Song by NF

from the album The Search
- Released: July 26, 2019
- Genre: Hip hop
- Length: 5:08
- Label: NF Real Music; Caroline;
- Songwriters: Nate Feuerstein; Tommee Profitt; Cole Walowac;
- Producers: Feuerstein; Profitt; Walowac;

Music video
- "Leave Me Alone" on YouTube

= Leave Me Alone (NF song) =

2019 song by NF

"Leave Me Alone" is a song by American rapper NF from his fourth studio album The Search (2019).

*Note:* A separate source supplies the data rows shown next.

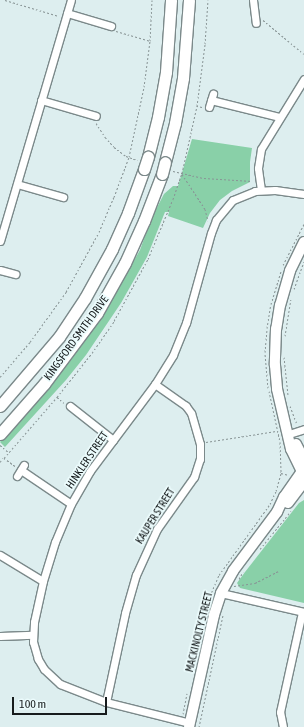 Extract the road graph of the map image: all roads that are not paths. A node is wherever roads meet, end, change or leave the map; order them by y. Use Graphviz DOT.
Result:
graph roads {
  1 [pos="71,0"];
  2 [pos="171,0"];
  3 [pos="189,0"];
  4 [pos="253,0"];
  5 [pos="66,15"];
  6 [pos="256,24"];
  7 [pos="114,29"];
  8 [pos="304,79"];
  9 [pos="41,100"];
  10 [pos="211,100"];
  11 [pos="96,116"];
  12 [pos="279,117"];
  13 [pos="17,184"];
  14 [pos="261,190"];
  15 [pos="304,194"];
  16 [pos="63,197"];
  17 [pos="3,220"];
  18 [pos="0,241"];
  19 [pos="304,242"];
  20 [pos="0,270"];
  21 [pos="15,274"];
  22 [pos="155,384"];
  23 [pos="0,406"];
  24 [pos="70,406"];
  25 [pos="14,418"];
  26 [pos="0,427"];
  27 [pos="301,427"];
  28 [pos="0,434"];
  29 [pos="289,434"];
  30 [pos="113,440"];
  31 [pos="304,460"];
  32 [pos="21,470"];
  33 [pos="303,475"];
  34 [pos="300,492"];
  35 [pos="71,504"];
  36 [pos="277,512"];
  37 [pos="0,555"];
  38 [pos="43,581"];
  39 [pos="221,593"];
  40 [pos="303,612"];
  41 [pos="33,635"];
  42 [pos="0,636"];
  43 [pos="106,702"];
  44 [pos="193,726"];
  45 [pos="283,727"];
  1 -- 5 [label="street"];
  2 -- 23 [label="main road, KINGSFORD SMITH DRIVE, bridge"];
  3 -- 25 [label="main road, KINGSFORD SMITH DRIVE, bridge"];
  4 -- 6 [label="street"];
  5 -- 7 [label="street"];
  5 -- 9 [label="street"];
  8 -- 12 [label="street"];
  9 -- 11 [label="street"];
  9 -- 13 [label="street"];
  10 -- 12 [label="street"];
  12 -- 14 [label="street"];
  13 -- 16 [label="street"];
  13 -- 17 [label="street"];
  14 -- 15 [label="street, HINKLER STREET"];
  14 -- 22 [label="street, HINKLER STREET"];
  17 -- 18 [label="street"];
  19 -- 29 [label="street"];
  20 -- 21 [label="street"];
  22 -- 30 [label="street, HINKLER STREET"];
  22 -- 43 [label="street, KAUPER STREET"];
  24 -- 30 [label="street"];
  25 -- 26 [label="street"];
  25 -- 28 [label="main road, KINGSFORD SMITH DRIVE"];
  27 -- 29 [label="street"];
  29 -- 31 [label="street"];
  29 -- 33 [label="street"];
  30 -- 35 [label="street, HINKLER STREET"];
  32 -- 35 [label="street"];
  33 -- 34 [label="street, MACKINOLTY STREET"];
  33 -- 36 [label="street, MACKINOLTY STREET"];
  34 -- 36 [label="street, MACKINOLTY STREET"];
  35 -- 38 [label="street, HINKLER STREET"];
  36 -- 39 [label="street, MACKINOLTY STREET"];
  37 -- 38 [label="street"];
  38 -- 41 [label="street, HINKLER STREET"];
  39 -- 40 [label="street"];
  39 -- 44 [label="street, MACKINOLTY STREET"];
  40 -- 45 [label="street"];
  41 -- 42 [label="street"];
  41 -- 43 [label="street, HINKLER STREET"];
  43 -- 44 [label="street, HINKLER STREET"];
} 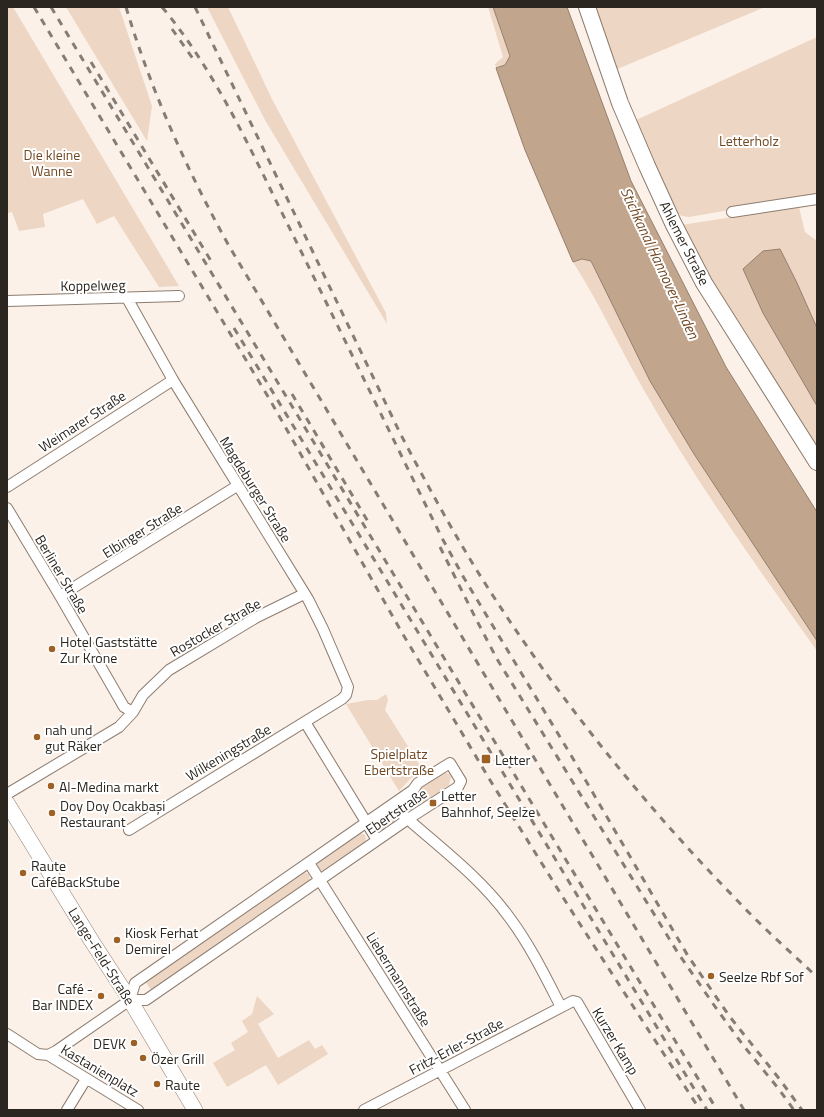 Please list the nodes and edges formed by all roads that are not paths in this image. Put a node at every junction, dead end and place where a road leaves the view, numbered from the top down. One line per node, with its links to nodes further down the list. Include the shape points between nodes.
1 (587, 7): 8 (main road, Ahlemer Straße, via 620,103 673,223 704,283)
2 (817, 199): 3 (street)
3 (732, 212)
4 (179, 296): 5 (street, Koppelweg)
5 (127, 298): 6 (street, Koppelweg); 7 (street, Magdeburger Straße)
6 (7, 301)
7 (173, 380): 9 (street, Magdeburger Straße); 10 (street, Weimarer Straße)
8 (817, 462)
9 (237, 486): 12 (street, Magdeburger Straße); 13 (street, Elbinger Straße)
10 (7, 487)
11 (7, 508): 13 (street, Berliner Straße)
12 (304, 594): 14 (street, Magdeburger Straße, via 323,629 348,687); 15 (street, Rostocker Straße, via 257,617 169,670 143,695)
13 (60, 596): 15 (street, Berliner Straße, via 124,707)
14 (342, 699): 16 (street, Wilkeningstraße)
15 (133, 712): 17 (street, Rostocker Straße, via 119,727)
16 (305, 722): 21 (street); 22 (street, Wilkeningstraße)
17 (7, 794)
18 (7, 803): 26 (street, Lange-Feld-Straße)
19 (392, 805): 20 (street); 20 (street, Ebertstraße, via 413,790 418,783 450,763 461,781 458,787); 21 (street, Ebertstraße)
20 (408, 819): 23 (street, Ebertstraße); 27 (street, via 488,891 509,916)
21 (368, 822): 23 (street); 24 (street, Ebertstraße)
22 (129, 830)
23 (377, 840): 25 (street, Ebertstraße)
24 (309, 863): 25 (street, Liebermannstraße); 26 (street, Ebertstraße, via 135,982)
25 (320, 880): 26 (street, Ebertstraße, via 146,1000); 30 (street, Liebermannstraße)
26 (130, 1000): 29 (street, Ebertstraße); 34 (street, Lange-Feld-Straße)
27 (561, 1007): 30 (street, Fritz-Erler-Straße); 37 (street, Kurzer Kamp, via 573,1001 577,1002)
28 (7, 1034): 29 (street, Kastanienplatz, via 38,1054)
29 (48, 1055): 31 (street, Kastanienplatz)
30 (440, 1070): 35 (street, Fritz-Erler-Straße); 36 (street, Liebermannstraße)
31 (86, 1079): 32 (street); 33 (street, Kastanienplatz)
32 (67, 1110)
33 (138, 1110)
34 (195, 1110)
35 (364, 1110)
36 (465, 1110)
37 (640, 1110) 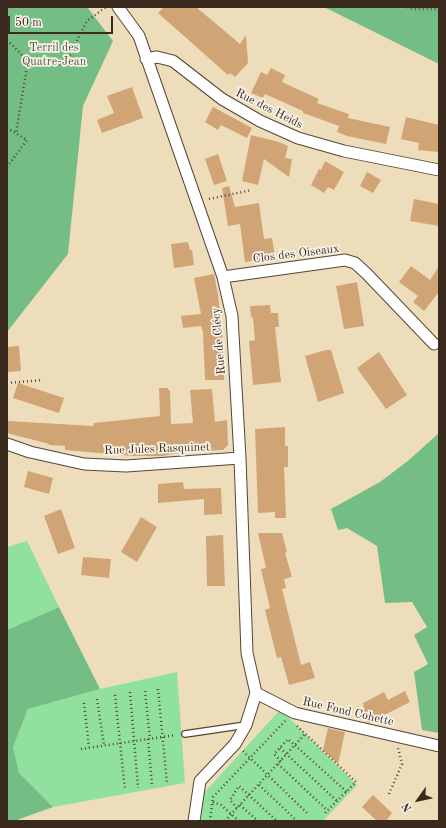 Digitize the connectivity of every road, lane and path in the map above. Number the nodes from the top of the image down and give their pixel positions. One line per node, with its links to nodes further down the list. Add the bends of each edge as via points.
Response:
1 (106, 7): 7 (path, via 87,20 65,65)
2 (118, 7): 6 (street, Rue de Clécy, via 139,36)
3 (407, 7): 4 (path)
4 (439, 9)
5 (7, 40): 7 (path)
6 (146, 59): 11 (street, Rue des Heids, via 157,57 173,61 222,99 260,121 298,138 344,151); 13 (street, Rue de Clécy)
7 (28, 61): 9 (path)
8 (7, 128): 9 (path)
9 (16, 134): 10 (path, via 27,140)
10 (7, 167)
11 (439, 170)
12 (252, 190): 13 (path)
13 (197, 202): 14 (street, Rue de Clécy)
14 (223, 277): 15 (street, Clos des Oiseaux, via 345,260 354,263 367,274); 19 (street, Rue de Clécy, via 232,316)
15 (434, 344)
16 (43, 380): 17 (path)
17 (7, 382)
18 (7, 444): 19 (street, Rue Jules Rasquinet, via 84,464 126,466)
19 (240, 458): 23 (street, Rue de Clécy, via 247,653)
20 (158, 689): 33 (path)
21 (145, 691): 34 (path)
22 (130, 692): 35 (path)
23 (256, 693): 29 (street); 32 (street, Rue Fond Cohette, via 295,713)
24 (115, 695): 36 (path)
25 (97, 699): 38 (path)
26 (84, 703): 41 (path)
27 (288, 718): 45 (path)
28 (292, 722): 31 (path)
29 (246, 725): 30 (lane); 37 (street)
30 (185, 734): 33 (path)
31 (306, 734): 39 (path); 54 (path, via 356,782)
32 (395, 736): 40 (street, Rue Fond Cohette); 55 (path, via 402,764)
33 (162, 737): 34 (path); 49 (path)
34 (149, 739): 35 (path); 50 (path)
35 (134, 741): 36 (path); 52 (path)
36 (120, 743): 38 (path); 53 (path)
37 (235, 744): 45 (path); 65 (street, via 200,781)
38 (104, 745): 41 (path)
39 (296, 745): 42 (path, via 288,739); 44 (path); 54 (path)
40 (439, 746)
41 (89, 747): 43 (path)
42 (280, 748): 44 (path); 46 (path, via 274,754)
43 (81, 749)
44 (287, 754): 46 (path); 57 (path)
45 (250, 758): 48 (path); 58 (path, via 213,797)
46 (281, 761): 47 (path)
47 (278, 764): 48 (path); 61 (path)
48 (268, 775): 51 (path); 64 (path)
49 (167, 783)
50 (152, 785)
51 (259, 785): 56 (path); 71 (path)
52 (138, 788)
53 (125, 790)
54 (346, 792): 57 (path)
55 (389, 794)
56 (249, 795): 59 (path); 60 (path, via 239,786 230,800); 70 (path)
57 (338, 801): 61 (path)
58 (213, 802): 63 (path); 66 (path)
59 (240, 805): 60 (path); 69 (path)
60 (237, 808): 63 (path)
61 (327, 810): 62 (path)
62 (324, 813)
63 (232, 814): 67 (path); 68 (path)
64 (309, 814)
65 (194, 821)
66 (210, 821)
67 (225, 821)
68 (239, 821)
69 (258, 821)
70 (277, 821)
71 (297, 821) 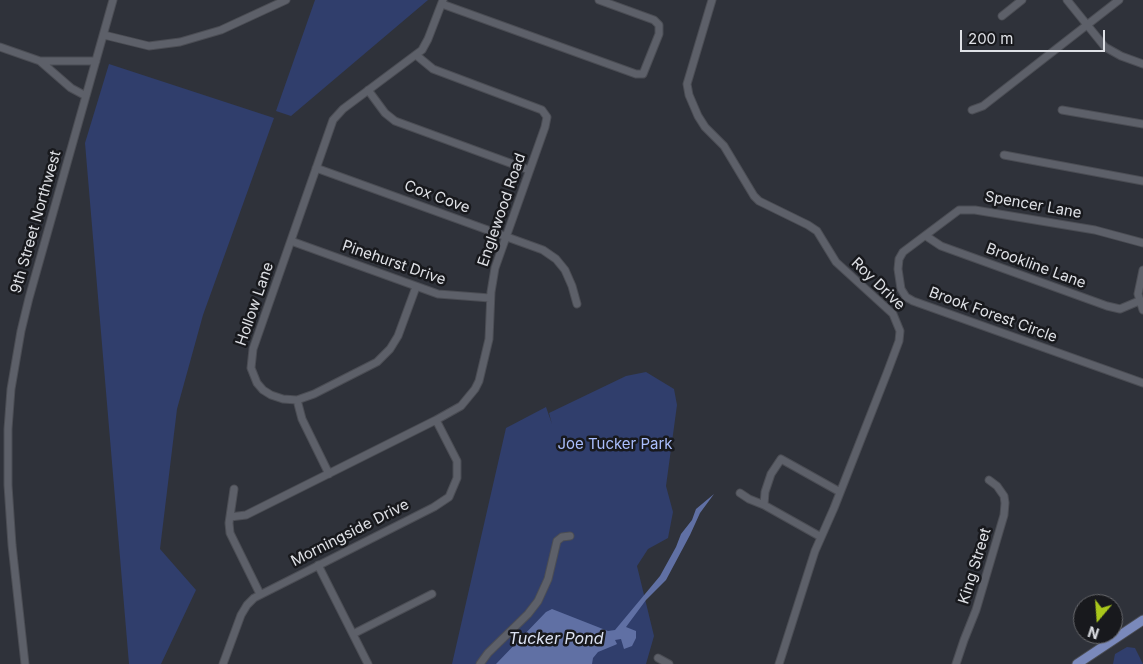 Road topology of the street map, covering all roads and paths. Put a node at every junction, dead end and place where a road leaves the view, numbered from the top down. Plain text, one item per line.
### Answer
1 (113, 0) edge
2 (286, 0) edge
3 (599, 0) edge
4 (712, 0) edge
5 (1022, 0) edge
6 (1067, 0) edge
7 (1119, 0) edge
8 (442, 2) edge
9 (1002, 16) dead end
10 (1087, 25) junction
11 (104, 35) junction
12 (0, 48) edge
13 (416, 55) junction
14 (40, 61) junction
15 (96, 61) junction
16 (1143, 64) edge
17 (368, 90) junction
18 (86, 96) junction
19 (972, 110) dead end
20 (1062, 110) dead end
21 (1143, 124) edge
22 (1004, 155) dead end
23 (316, 168) junction
24 (529, 170) junction
25 (1143, 181) edge
26 (505, 236) junction
27 (926, 236) junction
28 (291, 241) junction
29 (1143, 243) edge
30 (1143, 270) edge
31 (416, 287) junction
32 (490, 298) junction
33 (1139, 301) junction
34 (576, 304) dead end
35 (1143, 310) edge
36 (1143, 384) edge
37 (297, 400) junction
38 (436, 420) junction
39 (329, 474) junction
40 (989, 480) dead end
41 (234, 489) dead end
42 (840, 492) junction
43 (740, 493) dead end
44 (764, 505) junction
45 (230, 517) junction
46 (570, 536) dead end
47 (821, 536) junction
48 (318, 565) junction
49 (260, 594) junction
50 (432, 594) dead end
51 (1143, 620) edge
52 (353, 634) junction
53 (658, 658) dead end
54 (25, 664) edge
55 (223, 664) edge
56 (368, 664) edge
57 (480, 664) edge
58 (669, 664) edge
59 (779, 664) edge
60 (956, 664) edge
61 (1077, 664) edge

1 - 11 street, 9th Street Northwest
2 - 11 street
3 - 8 street
4 - 42 street, Roy Drive
5 - 9 street
6 - 10 street
7 - 10 street
8 - 13 street, Hollow Lane
10 - 16 street
10 - 19 street
11 - 15 street, 9th Street Northwest
12 - 14 street
13 - 17 street, Hollow Lane
13 - 24 street, Englewood Road
14 - 15 street
14 - 18 street
15 - 18 street, 9th Street Northwest
17 - 23 street, Hollow Lane
17 - 24 street
18 - 54 street, 9th Street Northwest
20 - 21 street
22 - 25 street
23 - 26 street, Cox Cove
23 - 28 street, Hollow Lane
24 - 26 street, Englewood Road
26 - 32 street, Englewood Road
26 - 34 street, Cox Cove
27 - 29 street, Spencer Lane
27 - 33 street, Brookline Lane
27 - 36 street, Brook Forest Circle
28 - 31 street, Pinehurst Drive
28 - 37 street, Hollow Lane
30 - 33 street
31 - 32 street, Pinehurst Drive
31 - 37 street
32 - 38 street, Englewood Road
33 - 35 street
37 - 39 street
38 - 39 street, Englewood Road
38 - 48 street, Morningside Drive
39 - 45 street, Englewood Road
40 - 60 street, King Street
41 - 45 street
42 - 44 street
42 - 47 street, Roy Drive
43 - 44 street
44 - 47 street
45 - 49 street
46 - 57 street
47 - 59 street, Roy Drive
48 - 49 street, Morningside Drive
48 - 52 street
49 - 55 street, Morningside Drive
50 - 52 street
51 - 61 main road
52 - 56 street
53 - 58 street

It was written and produced alongside Tommee Profitt and Cole "Saint X" Walowac of Capital Kings.

==Content==
The song revolves around mental health and the impact of fame; lyrically, NF details his feelings and the challenges regarding his sudden success in the music industry, accompanied with his self-hatred, as well as the consequences of his obsessive–compulsive disorder: "That means I might take a normal thought and think it's so profound (leave me alone) / Ruminating, fill balloons up full of doubt / Do the same things, if I don't, I'm overwhelmed / Thoughts are pacing, they go 'round and 'round and 'round".

==Charts==

| Chart (2019) | Peak position |
|---|---|
| Canada Hot 100 (Billboard) | 68 |
| Ireland (IRMA) | 94 |
| New Zealand Hot Singles (RMNZ) | 12 |
| US Billboard Hot 100 | 85 |
| US Hot R&B/Hip-Hop Songs (Billboard) | 33 |

==Certifications==

| Region | Certification | Certified units/sales |
| Australia (ARIA) | Gold | 35,000^{‡} |
| Canada (Music Canada) | Platinum | 80,000^{‡} |
| United States (RIAA) | Platinum | 1,000,000^{‡} |
^{‡} Sales+streaming figures based on certification alone.